> **Instructions to follow**: Copy the records below character for character.

> **Listed entries**:
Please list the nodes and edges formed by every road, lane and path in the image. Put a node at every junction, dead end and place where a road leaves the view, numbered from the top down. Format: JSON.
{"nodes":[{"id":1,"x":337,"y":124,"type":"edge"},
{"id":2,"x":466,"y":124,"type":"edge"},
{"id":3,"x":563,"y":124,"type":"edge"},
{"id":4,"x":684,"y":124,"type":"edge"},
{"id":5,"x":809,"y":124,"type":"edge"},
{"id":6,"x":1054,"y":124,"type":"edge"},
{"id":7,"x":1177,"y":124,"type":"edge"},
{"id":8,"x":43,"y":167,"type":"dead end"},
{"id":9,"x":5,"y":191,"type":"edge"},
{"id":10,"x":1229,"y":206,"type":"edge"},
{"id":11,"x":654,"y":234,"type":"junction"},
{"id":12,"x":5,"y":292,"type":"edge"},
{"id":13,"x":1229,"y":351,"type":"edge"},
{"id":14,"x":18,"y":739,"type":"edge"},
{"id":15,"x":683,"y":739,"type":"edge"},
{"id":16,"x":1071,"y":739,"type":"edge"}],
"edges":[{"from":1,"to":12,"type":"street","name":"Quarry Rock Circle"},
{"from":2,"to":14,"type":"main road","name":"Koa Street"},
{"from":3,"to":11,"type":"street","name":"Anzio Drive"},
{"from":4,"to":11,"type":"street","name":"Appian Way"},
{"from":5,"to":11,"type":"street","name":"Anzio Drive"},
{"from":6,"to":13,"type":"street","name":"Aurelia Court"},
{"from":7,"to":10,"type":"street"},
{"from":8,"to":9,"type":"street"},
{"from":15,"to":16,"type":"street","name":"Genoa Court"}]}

> **Expected output**:
Please list the nodes and edges formed by every road, lane and path in the image. Put a node at every junction, dead end and place where a road leaves the view, numbered from the top down. Format: JSON.
{"nodes":[{"id":1,"x":337,"y":124,"type":"edge"},
{"id":2,"x":466,"y":124,"type":"edge"},
{"id":3,"x":563,"y":124,"type":"edge"},
{"id":4,"x":684,"y":124,"type":"edge"},
{"id":5,"x":809,"y":124,"type":"edge"},
{"id":6,"x":1054,"y":124,"type":"edge"},
{"id":7,"x":1177,"y":124,"type":"edge"},
{"id":8,"x":43,"y":167,"type":"dead end"},
{"id":9,"x":5,"y":191,"type":"edge"},
{"id":10,"x":1229,"y":206,"type":"edge"},
{"id":11,"x":654,"y":234,"type":"junction"},
{"id":12,"x":5,"y":292,"type":"edge"},
{"id":13,"x":1229,"y":351,"type":"edge"},
{"id":14,"x":18,"y":739,"type":"edge"},
{"id":15,"x":683,"y":739,"type":"edge"},
{"id":16,"x":1071,"y":739,"type":"edge"}],
"edges":[{"from":1,"to":12,"type":"street","name":"Quarry Rock Circle"},
{"from":2,"to":14,"type":"main road","name":"Koa Street"},
{"from":3,"to":11,"type":"street","name":"Anzio Drive"},
{"from":4,"to":11,"type":"street","name":"Appian Way"},
{"from":5,"to":11,"type":"street","name":"Anzio Drive"},
{"from":6,"to":13,"type":"street","name":"Aurelia Court"},
{"from":7,"to":10,"type":"street"},
{"from":8,"to":9,"type":"street"},
{"from":15,"to":16,"type":"street","name":"Genoa Court"}]}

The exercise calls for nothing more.